··· The data

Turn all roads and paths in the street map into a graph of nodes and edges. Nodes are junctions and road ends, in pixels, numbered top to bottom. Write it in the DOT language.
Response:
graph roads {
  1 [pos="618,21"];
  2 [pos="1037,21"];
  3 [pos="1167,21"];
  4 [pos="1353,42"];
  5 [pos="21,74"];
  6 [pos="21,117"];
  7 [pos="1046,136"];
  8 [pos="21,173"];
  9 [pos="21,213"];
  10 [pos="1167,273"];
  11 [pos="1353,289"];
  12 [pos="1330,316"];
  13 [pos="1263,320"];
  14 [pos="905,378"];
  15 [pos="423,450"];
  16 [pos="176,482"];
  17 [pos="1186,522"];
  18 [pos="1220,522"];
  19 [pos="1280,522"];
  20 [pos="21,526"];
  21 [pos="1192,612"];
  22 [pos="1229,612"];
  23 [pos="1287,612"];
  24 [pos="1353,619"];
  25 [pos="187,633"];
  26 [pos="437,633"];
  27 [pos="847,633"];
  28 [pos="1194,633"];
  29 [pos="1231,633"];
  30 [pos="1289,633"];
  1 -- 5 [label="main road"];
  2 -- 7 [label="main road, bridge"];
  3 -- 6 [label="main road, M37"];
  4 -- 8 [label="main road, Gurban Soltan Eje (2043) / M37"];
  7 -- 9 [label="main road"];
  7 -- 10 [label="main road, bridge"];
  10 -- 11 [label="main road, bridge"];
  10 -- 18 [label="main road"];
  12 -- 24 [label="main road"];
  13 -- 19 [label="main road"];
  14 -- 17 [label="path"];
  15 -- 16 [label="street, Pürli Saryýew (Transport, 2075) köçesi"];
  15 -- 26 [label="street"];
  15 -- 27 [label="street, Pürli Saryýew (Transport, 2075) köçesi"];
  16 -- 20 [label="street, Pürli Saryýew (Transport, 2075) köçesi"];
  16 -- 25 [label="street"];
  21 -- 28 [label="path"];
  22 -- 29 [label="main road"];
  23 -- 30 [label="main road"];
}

······

### What you are asked to do
Find the word "Transport" in the listing and copy each line that contains it.

### Response to this task
  15 -- 16 [label="street, Pürli Saryýew (Transport, 2075) köçesi"];
  15 -- 27 [label="street, Pürli Saryýew (Transport, 2075) köçesi"];
  16 -- 20 [label="street, Pürli Saryýew (Transport, 2075) köçesi"];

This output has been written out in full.